:: Material for this task ::

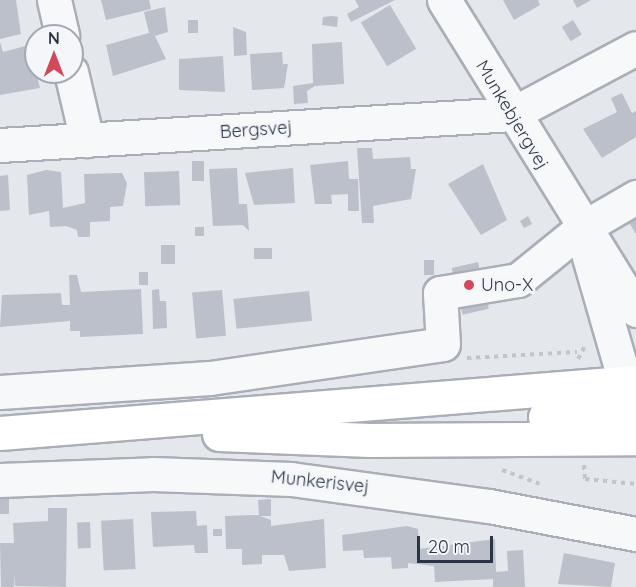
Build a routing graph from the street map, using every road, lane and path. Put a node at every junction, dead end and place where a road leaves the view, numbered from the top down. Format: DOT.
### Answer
graph roads {
  1 [pos="54,0"];
  2 [pos="444,0"];
  3 [pos="59,24"];
  4 [pos="636,48"];
  5 [pos="74,84"];
  6 [pos="512,114"];
  7 [pos="87,140"];
  8 [pos="0,145"];
  9 [pos="636,197"];
  10 [pos="581,229"];
  11 [pos="636,310"];
  12 [pos="443,344"];
  13 [pos="577,352"];
  14 [pos="0,392"];
  15 [pos="634,408"];
  16 [pos="88,429"];
  17 [pos="0,433"];
  18 [pos="493,466"];
  19 [pos="0,480"];
  20 [pos="547,485"];
  21 [pos="636,534"];
  1 -- 3 [label="street"];
  2 -- 6 [label="street, Munkebjergvej"];
  4 -- 6 [label="street"];
  5 -- 7 [label="street"];
  6 -- 7 [label="street, Bergsvej"];
  6 -- 10 [label="street, Munkebjergvej"];
  7 -- 8 [label="street, Bergsvej"];
  9 -- 10 [label="street"];
  10 -- 11 [label="street, Munkebjergvej"];
  10 -- 12 [label="street"];
  10 -- 15 [label="street, Munkebjergvej"];
  12 -- 13 [label="path"];
  12 -- 14 [label="street"];
  15 -- 16 [label="main road"];
  15 -- 16 [label="main road"];
  16 -- 17 [label="main road"];
  18 -- 20 [label="path"];
  19 -- 21 [label="street, Munkerisvej"];
}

:::

**What to produce:** Give the entries above again, exactly as written and free of images.

**Solution to this exercise:**
Build a routing graph from the street map, using every road, lane and path. Put a node at every junction, dead end and place where a road leaves the view, numbered from the top down. Format: DOT.
### Answer
graph roads {
  1 [pos="54,0"];
  2 [pos="444,0"];
  3 [pos="59,24"];
  4 [pos="636,48"];
  5 [pos="74,84"];
  6 [pos="512,114"];
  7 [pos="87,140"];
  8 [pos="0,145"];
  9 [pos="636,197"];
  10 [pos="581,229"];
  11 [pos="636,310"];
  12 [pos="443,344"];
  13 [pos="577,352"];
  14 [pos="0,392"];
  15 [pos="634,408"];
  16 [pos="88,429"];
  17 [pos="0,433"];
  18 [pos="493,466"];
  19 [pos="0,480"];
  20 [pos="547,485"];
  21 [pos="636,534"];
  1 -- 3 [label="street"];
  2 -- 6 [label="street, Munkebjergvej"];
  4 -- 6 [label="street"];
  5 -- 7 [label="street"];
  6 -- 7 [label="street, Bergsvej"];
  6 -- 10 [label="street, Munkebjergvej"];
  7 -- 8 [label="street, Bergsvej"];
  9 -- 10 [label="street"];
  10 -- 11 [label="street, Munkebjergvej"];
  10 -- 12 [label="street"];
  10 -- 15 [label="street, Munkebjergvej"];
  12 -- 13 [label="path"];
  12 -- 14 [label="street"];
  15 -- 16 [label="main road"];
  15 -- 16 [label="main road"];
  16 -- 17 [label="main road"];
  18 -- 20 [label="path"];
  19 -- 21 [label="street, Munkerisvej"];
}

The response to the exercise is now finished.